Re: [RFC PATCH] net, tun: remove the flow cache

From: Jason Wang
Date: Tue Dec 17 2013 - 03:49:27 EST


On 12/17/2013 03:26 PM, Zhi Yong Wu wrote:
> From: Zhi Yong Wu <wuzhy@xxxxxxxxxxxxxxxxxx>
>
> The flow cache is an extremely broken concept, and it usually brings up
> growth issues and DoS attacks, so this patch is trying to remove it from
> the tuntap driver, and insteadly use a simpler way for its flow control.

NACK.

This single function revert does not make sense to me. Since:

- You in fact removes the flow steering function in tun.

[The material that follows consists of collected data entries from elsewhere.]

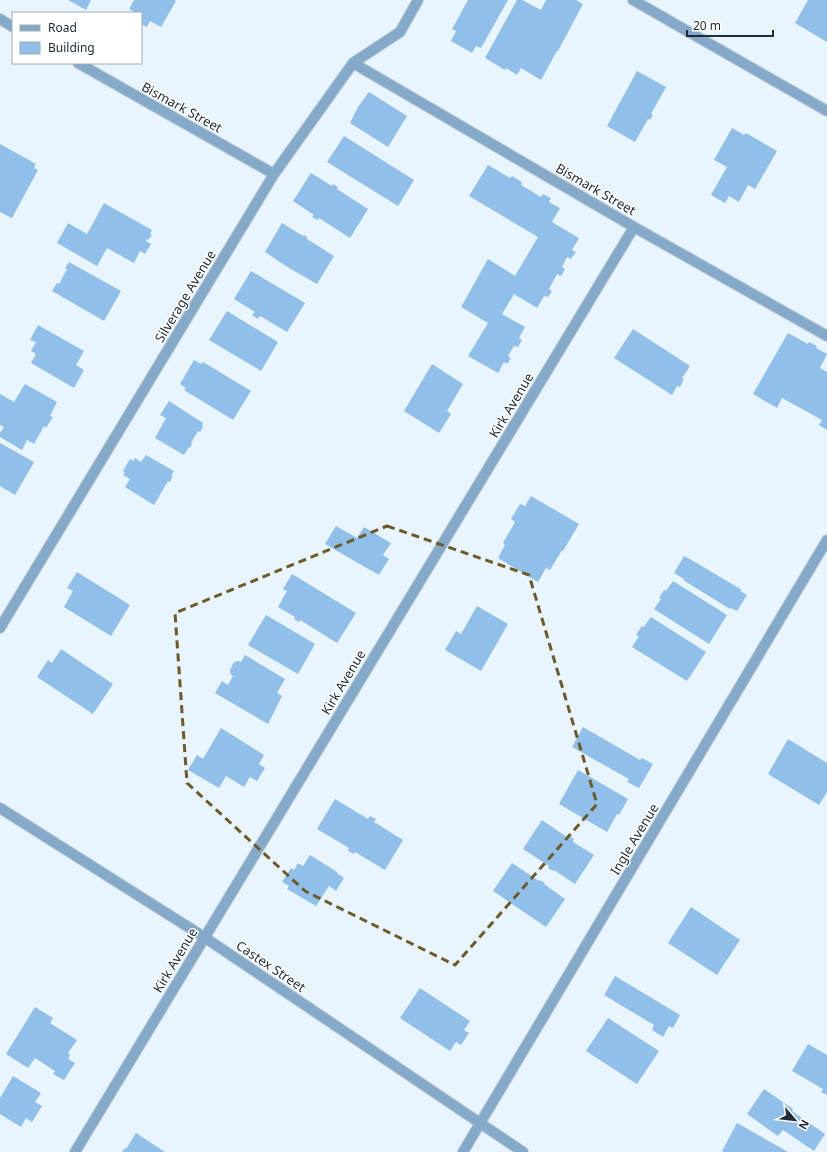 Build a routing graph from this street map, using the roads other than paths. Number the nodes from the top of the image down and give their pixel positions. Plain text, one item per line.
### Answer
1 (418, 0) edge
2 (634, 0) edge
3 (0, 20) edge
4 (12, 26) edge
5 (353, 63) junction
6 (80, 64) edge
7 (827, 110) edge
8 (274, 174) junction
9 (634, 227) junction
10 (827, 336) edge
11 (827, 540) edge
12 (0, 628) edge
13 (0, 808) edge
14 (204, 937) junction
15 (480, 1123) junction
16 (75, 1152) edge
17 (463, 1152) edge
18 (523, 1152) edge

1 - 5 street, Silverage Avenue
2 - 7 street
3 - 4 street
5 - 8 street, Silverage Avenue
5 - 9 street, Bismark Street
6 - 8 street, Bismark Street
8 - 12 street, Silverage Avenue
9 - 10 street, Bismark Street
9 - 14 street, Kirk Avenue
11 - 15 street, Ingle Avenue
13 - 14 street, Castex Street
14 - 15 street, Castex Street
14 - 16 street, Kirk Avenue
15 - 17 street, Ingle Avenue
15 - 18 street, Castex Street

We definitely
need something like this to unbreak the TCP performance in a multiqueue
guest. Please have a look at the virtio-net driver / virtio sepc for
more information.
- The total number of flow caches were limited to 4096, so there's no
DoS or growth issue.
- The only issue is scalability, but fixing this is not easy. We can
just use arrays/indirection table like RSS instead of hash buckets, it
saves some time in linear search but has other issues like collision
- I've also had a RFC of using aRFS in the past, it also has several
drawbacks such as busy looping in the networking hotspot.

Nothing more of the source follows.